Sikuli and IPython

At work we have a years worth of time series data from 3 sensors. Most of the data is organised into 30 minutes files and foldered by month. We have some basic unsupported proprietary gui based Windows software called W@ves21. This software does some visualization and processing of the data on a per file basis, with no way to process in batch. I believe these batch services are available as a bespoke paid service.

We came to a situation where we needed to process one months worth of one type of 30 minutes files for each sensor, totalling in excess of 3000 files, this would have been a very laborious task fraught with error.

When collaborating with another organisation we used an application called Sikuli to drive a piece of proprietary software called WaveLab, when setting up multiple runs. It was a successful experiment, Sikuli is based on image recognition so it doesn’t need to understand your application in the way old software automation tools did. It was developed by the AI lab at MIT.

When you are writing a Sikuli script you highlight the area of the screen you want the application to carry out an event on. This needs a bit of a shift in thinking because you need to think about the application in terms of visually unique areas that the image recognition process can understand.

There is an ability to tweak the matching algorithm in terms of fuzzyness with a sliding percentage scale, so if you have lots of similar items with very small differences you can increase the percentage slider have a stricter .

The code is Java based, so run on Mac, Linux and Windows. the scripting is done in Jython so uses Python Syntax. The scripts can be a bit fragile but the more detail you add the more robust they can become.

You need to watch out for taking the scripts onto different machines, some applications take on the native feel of their OS to some extent and this can have an effect on the original images used with the script, if you understand the logic it shouldn’t long to update the script accordingly.

Due to a number of issues, mainly the reliability of the software being driven, the process was not completed for one month at one time. So after completion of the Sikuli script you have approximately 1500 files from one sensor and some of the original files weren’t processed due to user error in loading up the files, the trouble is how do you recognise the few files missing from a sequence of over a 1000?

The file names were time stamped as part of the Sikuli process, each filename consisted of ‘sensor_name, year-month-day hour-minute-second’.
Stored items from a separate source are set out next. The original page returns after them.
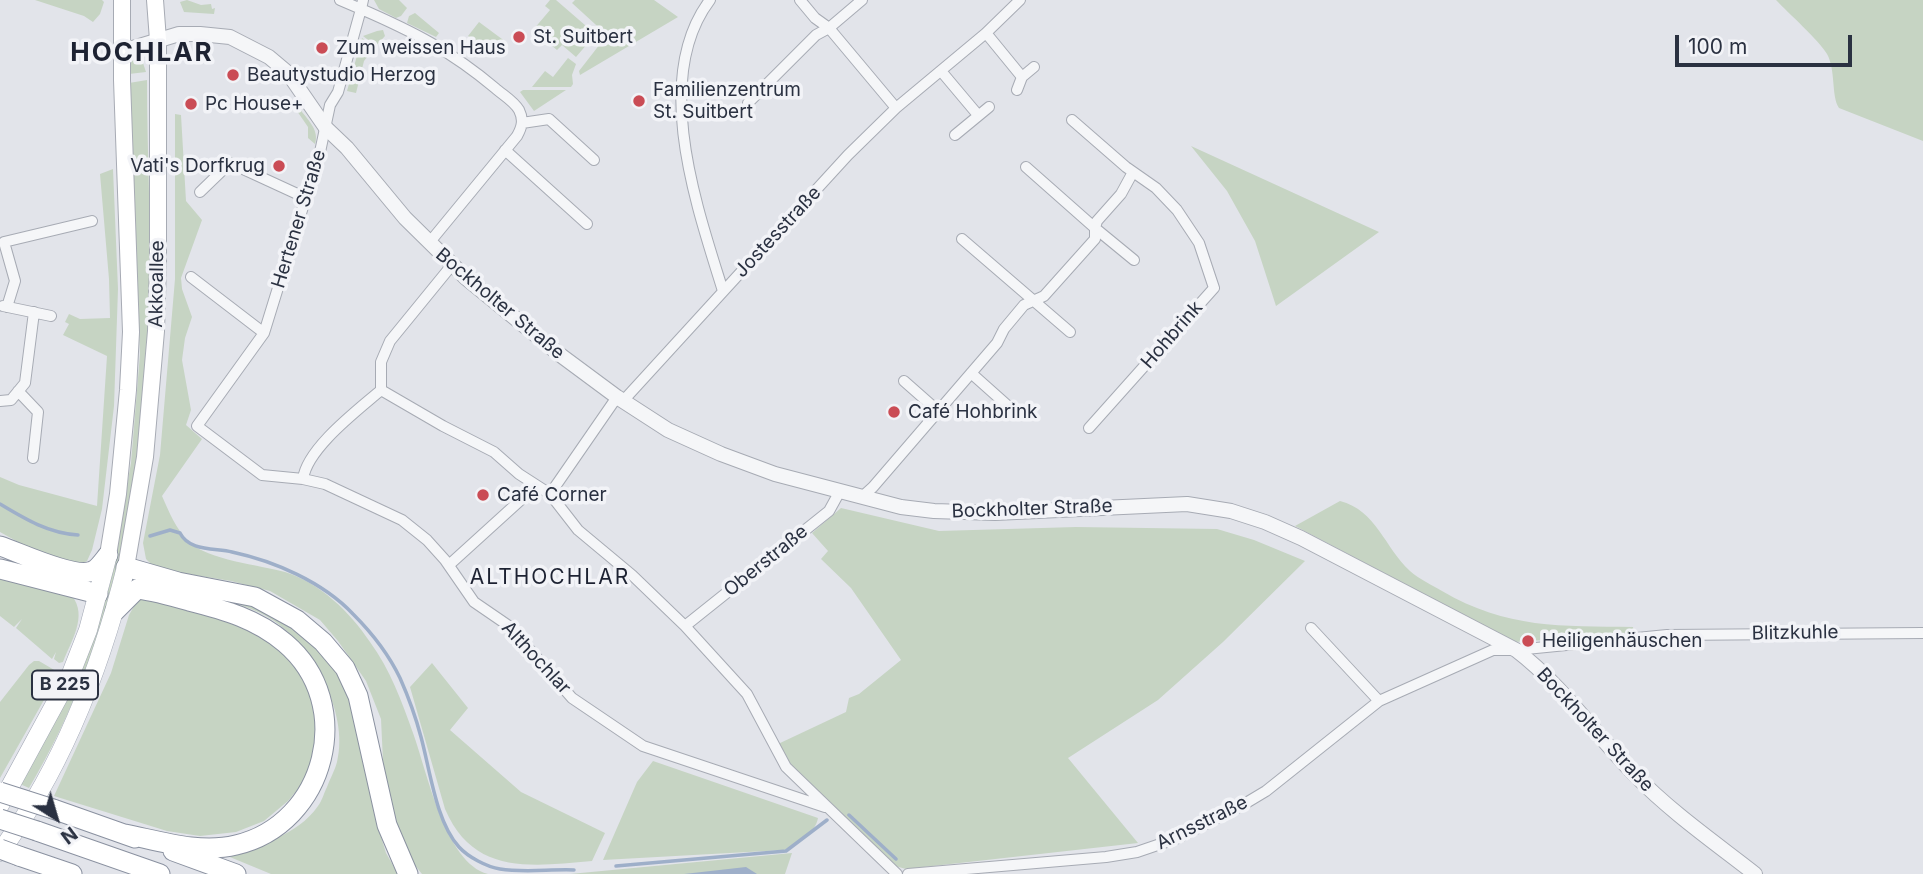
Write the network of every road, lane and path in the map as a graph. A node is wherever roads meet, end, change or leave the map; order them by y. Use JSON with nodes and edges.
{"nodes":[{"id":1,"x":122,"y":0,"type":"edge"},
{"id":2,"x":155,"y":0,"type":"edge"},
{"id":3,"x":340,"y":0,"type":"edge"},
{"id":4,"x":710,"y":0,"type":"edge"},
{"id":5,"x":800,"y":0,"type":"edge"},
{"id":6,"x":862,"y":0,"type":"edge"},
{"id":7,"x":1020,"y":0,"type":"edge"},
{"id":8,"x":362,"y":5,"type":"edge"},
{"id":9,"x":829,"y":28,"type":"junction"},
{"id":10,"x":986,"y":33,"type":"junction"},
{"id":11,"x":158,"y":40,"type":"junction"},
{"id":12,"x":122,"y":51,"type":"junction"},
{"id":13,"x":1034,"y":67,"type":"dead end"},
{"id":14,"x":941,"y":71,"type":"junction"},
{"id":15,"x":1022,"y":77,"type":"junction"},
{"id":16,"x":1017,"y":90,"type":"dead end"},
{"id":17,"x":748,"y":103,"type":"dead end"},
{"id":18,"x":896,"y":107,"type":"junction"},
{"id":19,"x":989,"y":107,"type":"dead end"},
{"id":20,"x":978,"y":115,"type":"junction"},
{"id":21,"x":1072,"y":120,"type":"dead end"},
{"id":22,"x":522,"y":123,"type":"junction"},
{"id":23,"x":326,"y":128,"type":"junction"},
{"id":24,"x":955,"y":135,"type":"dead end"},
{"id":25,"x":506,"y":150,"type":"junction"},
{"id":26,"x":594,"y":160,"type":"dead end"},
{"id":27,"x":1026,"y":167,"type":"dead end"},
{"id":28,"x":1133,"y":172,"type":"junction"},
{"id":29,"x":201,"y":192,"type":"dead end"},
{"id":30,"x":306,"y":198,"type":"junction"},
{"id":31,"x":92,"y":221,"type":"dead end"},
{"id":32,"x":587,"y":224,"type":"dead end"},
{"id":33,"x":1096,"y":228,"type":"junction"},
{"id":34,"x":962,"y":239,"type":"dead end"},
{"id":35,"x":429,"y":243,"type":"junction"},
{"id":36,"x":1134,"y":260,"type":"dead end"},
{"id":37,"x":452,"y":265,"type":"junction"},
{"id":38,"x":191,"y":276,"type":"dead end"},
{"id":39,"x":723,"y":291,"type":"junction"},
{"id":40,"x":1034,"y":301,"type":"junction"},
{"id":41,"x":3,"y":306,"type":"edge"},
{"id":42,"x":33,"y":312,"type":"junction"},
{"id":43,"x":51,"y":316,"type":"dead end"},
{"id":44,"x":1070,"y":332,"type":"dead end"},
{"id":45,"x":264,"y":333,"type":"junction"},
{"id":46,"x":971,"y":373,"type":"junction"},
{"id":47,"x":904,"y":381,"type":"dead end"},
{"id":48,"x":381,"y":390,"type":"junction"},
{"id":49,"x":18,"y":391,"type":"junction"},
{"id":50,"x":620,"y":399,"type":"junction"},
{"id":51,"x":0,"y":401,"type":"edge"},
{"id":52,"x":1008,"y":406,"type":"dead end"},
{"id":53,"x":938,"y":411,"type":"junction"},
{"id":54,"x":1089,"y":428,"type":"dead end"},
{"id":55,"x":204,"y":432,"type":"joint"},
{"id":56,"x":33,"y":458,"type":"dead end"},
{"id":57,"x":303,"y":479,"type":"junction"},
{"id":58,"x":536,"y":486,"type":"junction"},
{"id":59,"x":840,"y":491,"type":"junction"},
{"id":60,"x":550,"y":495,"type":"junction"},
{"id":61,"x":862,"y":497,"type":"junction"},
{"id":62,"x":0,"y":545,"type":"edge"},
{"id":63,"x":108,"y":555,"type":"junction"},
{"id":64,"x":449,"y":565,"type":"junction"},
{"id":65,"x":126,"y":567,"type":"junction"},
{"id":66,"x":0,"y":569,"type":"edge"},
{"id":67,"x":98,"y":594,"type":"junction"},
{"id":68,"x":115,"y":611,"type":"junction"},
{"id":69,"x":685,"y":626,"type":"junction"},
{"id":70,"x":1311,"y":628,"type":"dead end"},
{"id":71,"x":1923,"y":633,"type":"edge"},
{"id":72,"x":1516,"y":650,"type":"junction"},
{"id":73,"x":1379,"y":701,"type":"junction"},
{"id":74,"x":0,"y":792,"type":"edge"},
{"id":75,"x":0,"y":805,"type":"edge"},
{"id":76,"x":825,"y":807,"type":"junction"},
{"id":77,"x":0,"y":819,"type":"edge"},
{"id":78,"x":125,"y":834,"type":"junction"},
{"id":79,"x":6,"y":852,"type":"edge"},
{"id":80,"x":72,"y":874,"type":"edge"},
{"id":81,"x":160,"y":874,"type":"edge"},
{"id":82,"x":236,"y":874,"type":"edge"},
{"id":83,"x":408,"y":874,"type":"edge"},
{"id":84,"x":897,"y":874,"type":"edge"},
{"id":85,"x":909,"y":874,"type":"edge"},
{"id":86,"x":1755,"y":874,"type":"edge"}],
"edges":[{"from":1,"to":12,"type":"main road","name":"Akkoallee"},
{"from":2,"to":11,"type":"main road","name":"Akkoallee"},
{"from":3,"to":8,"type":"street"},
{"from":4,"to":39,"type":"street"},
{"from":5,"to":9,"type":"street"},
{"from":6,"to":9,"type":"street"},
{"from":7,"to":10,"type":"street","name":"Jostesstraße"},
{"from":8,"to":22,"type":"street"},
{"from":8,"to":23,"type":"street","name":"Hertener Straße"},
{"from":9,"to":17,"type":"street"},
{"from":9,"to":18,"type":"street"},
{"from":10,"to":14,"type":"street","name":"Jostesstraße"},
{"from":10,"to":15,"type":"street"},
{"from":11,"to":12,"type":"street"},
{"from":11,"to":23,"type":"street","name":"Bockholter Straße"},
{"from":11,"to":65,"type":"main road","name":"Akkoallee"},
{"from":12,"to":63,"type":"main road","name":"Akkoallee"},
{"from":13,"to":15,"type":"street"},
{"from":14,"to":18,"type":"street","name":"Jostesstraße"},
{"from":14,"to":20,"type":"street"},
{"from":15,"to":16,"type":"street"},
{"from":18,"to":39,"type":"street","name":"Jostesstraße"},
{"from":19,"to":20,"type":"street"},
{"from":20,"to":24,"type":"street"},
{"from":21,"to":28,"type":"street","name":"Hohbrink"},
{"from":22,"to":25,"type":"street"},
{"from":22,"to":26,"type":"street"},
{"from":23,"to":30,"type":"street","name":"Hertener Straße"},
{"from":23,"to":35,"type":"street","name":"Bockholter Straße"},
{"from":25,"to":32,"type":"street"},
{"from":25,"to":35,"type":"street"},
{"from":27,"to":33,"type":"street"},
{"from":28,"to":33,"type":"street"},
{"from":28,"to":54,"type":"street","name":"Hohbrink"},
{"from":29,"to":30,"type":"street"},
{"from":30,"to":45,"type":"street","name":"Hertener Straße"},
{"from":31,"to":41,"type":"street"},
{"from":33,"to":36,"type":"street"},
{"from":33,"to":40,"type":"street"},
{"from":34,"to":40,"type":"street"},
{"from":35,"to":37,"type":"street","name":"Bockholter Straße"},
{"from":37,"to":48,"type":"street"},
{"from":37,"to":50,"type":"street","name":"Bockholter Straße"},
{"from":38,"to":45,"type":"street"},
{"from":39,"to":50,"type":"street","name":"Jostesstraße"},
{"from":40,"to":44,"type":"street"},
{"from":40,"to":46,"type":"street"},
{"from":41,"to":42,"type":"street"},
{"from":42,"to":43,"type":"street"},
{"from":42,"to":49,"type":"street"},
{"from":45,"to":55,"type":"street","name":"Hertener Straße"},
{"from":46,"to":52,"type":"street"},
{"from":46,"to":53,"type":"street"},
{"from":47,"to":53,"type":"street"},
{"from":48,"to":57,"type":"street"},
{"from":48,"to":58,"type":"street"},
{"from":49,"to":51,"type":"street"},
{"from":49,"to":56,"type":"street"},
{"from":50,"to":59,"type":"street","name":"Bockholter Straße"},
{"from":50,"to":60,"type":"street","name":"Jostesstraße"},
{"from":53,"to":61,"type":"street"},
{"from":55,"to":57,"type":"street","name":"Althochlar"},
{"from":57,"to":64,"type":"street","name":"Althochlar"},
{"from":58,"to":60,"type":"street"},
{"from":58,"to":64,"type":"street"},
{"from":59,"to":61,"type":"street","name":"Bockholter Straße"},
{"from":59,"to":69,"type":"street","name":"Oberstraße"},
{"from":60,"to":69,"type":"street"},
{"from":61,"to":72,"type":"street","name":"Bockholter Straße"},
{"from":62,"to":63,"type":"highway"},
{"from":63,"to":67,"type":"main road","number":"B 225"},
{"from":64,"to":76,"type":"street","name":"Althochlar"},
{"from":65,"to":68,"type":"main road","number":"B 225"},
{"from":65,"to":83,"type":"highway"},
{"from":66,"to":67,"type":"highway"},
{"from":67,"to":75,"type":"main road","number":"B 225"},
{"from":68,"to":78,"type":"highway"},
{"from":68,"to":79,"type":"main road","number":"B 225"},
{"from":69,"to":76,"type":"street"},
{"from":70,"to":73,"type":"street"},
{"from":71,"to":72,"type":"street","name":"Blitzkuhle"},
{"from":72,"to":73,"type":"street","name":"Arnsstraße"},
{"from":72,"to":86,"type":"street","name":"Bockholter Straße"},
{"from":73,"to":85,"type":"street","name":"Arnsstraße"},
{"from":74,"to":78,"type":"highway","bridge":true},
{"from":76,"to":84,"type":"street"},
{"from":77,"to":81,"type":"highway","bridge":true},
{"from":78,"to":82,"type":"highway"},
{"from":79,"to":80,"type":"highway"}]}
Having dealt a lot with time series files in Python and missing sections. I developed an approach of grabbing the filenames as a list of strings, stripping everything but the date and time and using datetime.strptime to parse a date time object from the string. Then convert the datetime object to a Unix timestamp using time.mktime then you can pass the correctly ordered array of unix timestamps to numpy.diff to get the difference between successive values. Most difference values are roughly the same and you can use a mask to expose the large values and use numpy.where function to find their position you can pass this position back into the original filename array searching forward a few places in the index to find the corresponding gaps. From there you can check if the original files for those time periods exist.

IPython is an invaluable tool for this procedure, the read print eval method of iterative coding is just right for this problem, coupled with the straightforward syntax and string/date/time/numpy/os libraries of Python.

Having IPython on a machine is like having a very powerful easily scriptable terminaI. It is starting to become a must have for myself on whichever box I’m working on. Anaconda Community Edition is a nice distribution of Python with a lot of the useful packages .

I need to work out a way to run IPython notebook reliably at work. I can run it with local access but having an instance which ran across the network securely would be a powerful incentive to encourage other folks to engage with Python.